→ PROBLEM STATEMENT
Locate every line in the records below that contains the word "points", and copy each one.

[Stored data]
⁂

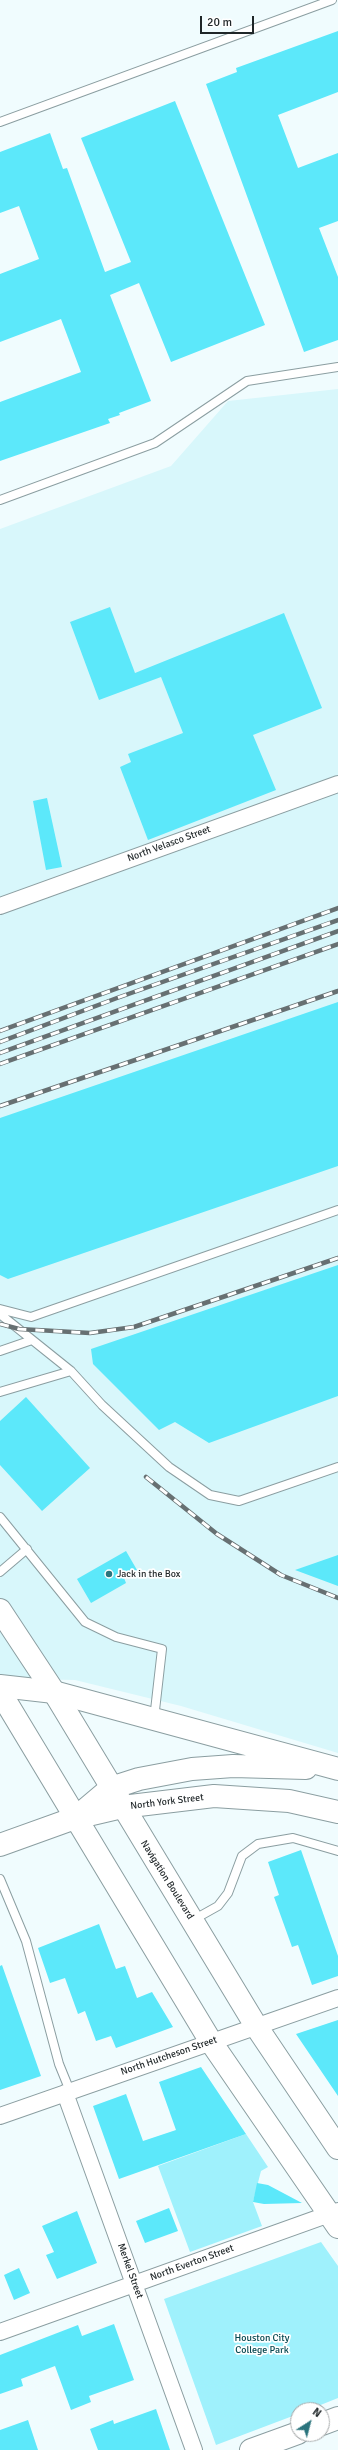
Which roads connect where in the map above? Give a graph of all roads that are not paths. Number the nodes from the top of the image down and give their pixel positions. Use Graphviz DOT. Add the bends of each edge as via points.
graph roads {
  1 [pos="332,0"];
  2 [pos="0,122"];
  3 [pos="338,367"];
  4 [pos="0,500"];
  5 [pos="338,784"];
  6 [pos="0,906"];
  7 [pos="338,1210"];
  8 [pos="0,1309"];
  9 [pos="0,1314"];
  10 [pos="32,1340"];
  11 [pos="0,1351"];
  12 [pos="71,1371"];
  13 [pos="0,1392"];
  14 [pos="338,1467"];
  15 [pos="0,1517"];
  16 [pos="27,1549"];
  17 [pos="0,1572"];
  18 [pos="0,1610"];
  19 [pos="0,1686"];
  20 [pos="0,1692"];
  21 [pos="54,1692"];
  22 [pos="154,1719"];
  23 [pos="336,1766"];
  24 [pos="111,1788"];
  25 [pos="338,1798"];
  26 [pos="258,1799"];
  27 [pos="122,1807"];
  28 [pos="338,1812"];
  29 [pos="75,1818"];
  30 [pos="0,1845"];
  31 [pos="338,1851"];
  32 [pos="0,1879"];
  33 [pos="192,1921"];
  34 [pos="338,1998"];
  35 [pos="256,2026"];
  36 [pos="211,2042"];
  37 [pos="67,2092"];
  38 [pos="0,2116"];
  39 [pos="338,2148"];
  40 [pos="335,2217"];
  41 [pos="135,2284"];
  42 [pos="0,2332"];
  43 [pos="290,2436"];
  44 [pos="194,2450"];
  45 [pos="251,2450"];
  1 -- 2 [label="lane"];
  3 -- 4 [label="lane" via="247,381 155,443"];
  5 -- 6 [label="street, North Velasco Street"];
  7 -- 8 [label="lane" via="31,1317"];
  9 -- 10 [label="lane"];
  10 -- 11 [label="lane"];
  10 -- 12 [label="lane"];
  12 -- 13 [label="lane"];
  12 -- 14 [label="lane" via="102,1405 170,1467 210,1495 239,1501"];
  15 -- 16 [label="lane"];
  16 -- 17 [label="lane"];
  16 -- 22 [label="lane" via="85,1622 116,1637 162,1649"];
  18 -- 21 [label="main road, Navigation Boulevard"];
  19 -- 21 [label="main road"];
  20 -- 29 [label="main road"];
  21 -- 22 [label="main road"];
  21 -- 24 [label="main road, Navigation Boulevard"];
  22 -- 23 [label="main road"];
  23 -- 24 [label="main road" via="233,1766 192,1769 139,1779"];
  24 -- 27 [label="main road, Navigation Boulevard"];
  24 -- 29 [label="main road"];
  25 -- 26 [label="main road" via="318,1794"];
  26 -- 27 [label="main road, North York Street" via="214,1796"];
  26 -- 28 [label="main road, North York Street" via="289,1801"];
  27 -- 29 [label="main road, North York Street"];
  27 -- 33 [label="main road, Navigation Boulevard"];
  29 -- 30 [label="main road, North York Street"];
  29 -- 36 [label="main road"];
  31 -- 33 [label="lane" via="293,1838 258,1844 242,1856 228,1893 218,1906"];
  32 -- 37 [label="lane" via="26,1940"];
  33 -- 35 [label="main road, Navigation Boulevard"];
  34 -- 35 [label="street, North Hutcheson Street"];
  35 -- 36 [label="street, North Hutcheson Street"];
  35 -- 39 [label="main road, Navigation Boulevard"];
  36 -- 37 [label="street, North Hutcheson Street"];
  36 -- 40 [label="main road"];
  37 -- 38 [label="street, North Hutcheson Street"];
  37 -- 41 [label="street, Merkel Street"];
  40 -- 41 [label="street, North Everton Street"];
  41 -- 42 [label="street, North Everton Street"];
  41 -- 44 [label="street, Merkel Street"];
  43 -- 45 [label="main road"];
}
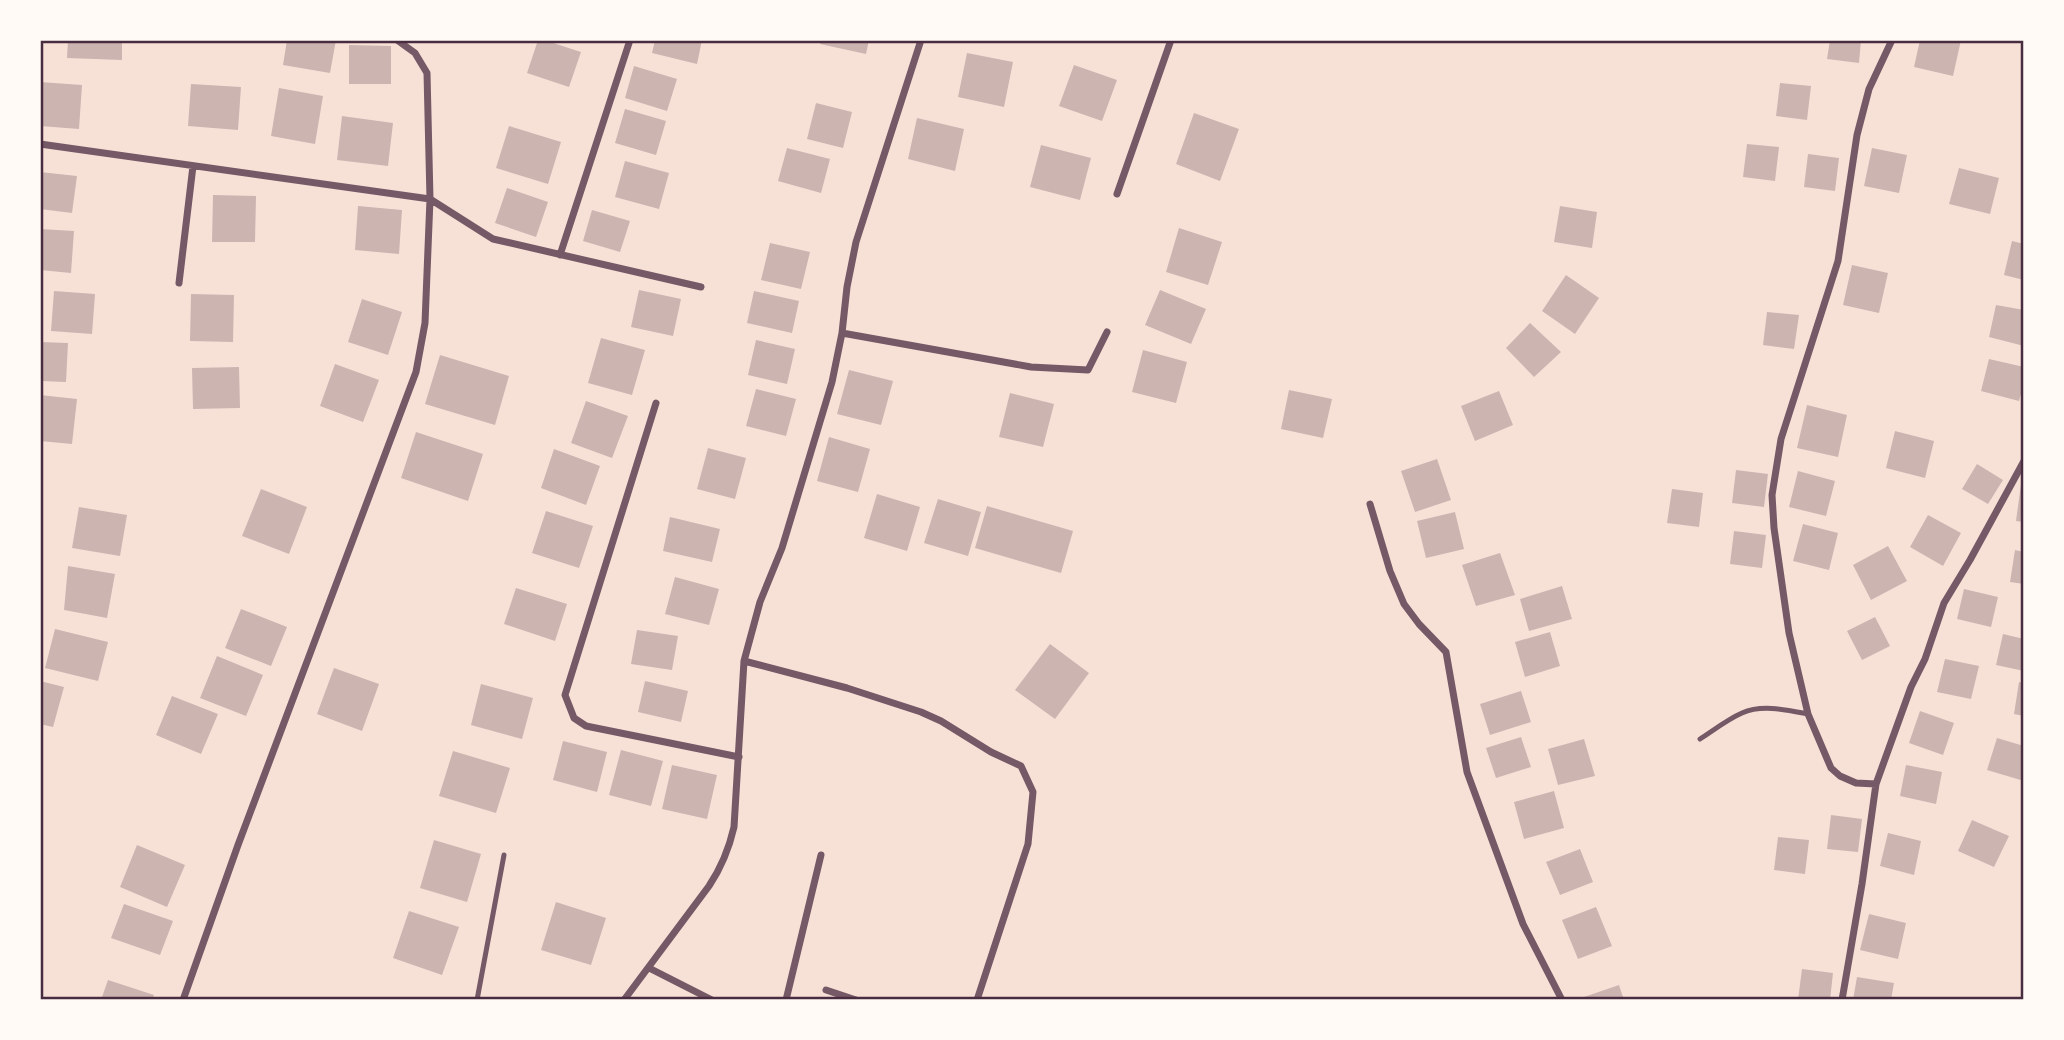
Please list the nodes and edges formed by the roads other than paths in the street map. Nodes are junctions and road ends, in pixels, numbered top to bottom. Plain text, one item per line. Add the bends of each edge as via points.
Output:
1 (397, 40) edge
2 (630, 40) edge
3 (921, 40) edge
4 (1171, 40) edge
5 (1892, 40) edge
6 (40, 144) edge
7 (193, 166) junction
8 (1117, 194) dead end
9 (430, 199) junction
10 (560, 255) junction
11 (179, 284) dead end
12 (701, 287) dead end
13 (1107, 332) dead end
14 (842, 333) junction
15 (656, 403) dead end
16 (2024, 461) edge
17 (1370, 504) dead end
18 (744, 661) junction
19 (1808, 714) junction
20 (1700, 739) dead end
21 (738, 757) junction
22 (1876, 784) junction
23 (504, 855) dead end
24 (821, 855) dead end
25 (649, 968) junction
26 (826, 990) dead end
27 (183, 1000) edge
28 (477, 1000) edge
29 (624, 1000) edge
30 (712, 1000) edge
31 (786, 1000) edge
32 (856, 1000) edge
33 (978, 1000) edge
34 (1562, 1000) edge
35 (1842, 1000) edge

1 - 9 street via 415,53 427,73
2 - 10 street
3 - 14 street via 856,243
4 - 8 street
5 - 19 street via 1869,89 1857,135 1838,261 1780,439 1772,495 1789,633
6 - 7 street
7 - 9 street
7 - 11 street
9 - 10 street via 493,239
9 - 27 street via 425,323 416,372
10 - 12 street
13 - 14 street via 1088,370 1031,368
14 - 18 street via 819,426
15 - 21 street via 565,695 575,718 586,726
16 - 22 street via 1944,603
17 - 34 street via 1404,604 1446,652 1467,772 1523,924
18 - 21 street
18 - 33 street via 921,712 1021,766 1033,792 1028,844
19 - 20 lane via 1755,709
19 - 22 street via 1831,768 1856,783
21 - 25 street via 734,827 718,873
22 - 35 street
23 - 28 lane
24 - 31 street
25 - 29 street
25 - 30 street
26 - 32 street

⁂

→ EXPECTED ANSWER
Which roads connect where in the map above? Give a graph of all roads that are not paths. Number the nodes from the top of the image down and give their pixel positions. Use Graphviz DOT. Add the bends of each edge as via points.
Please list the nodes and edges formed by the roads other than paths in the street map. Nodes are junctions and road ends, in pixels, numbered top to bottom. Plain text, one item per line. Add the bends of each edge as via points.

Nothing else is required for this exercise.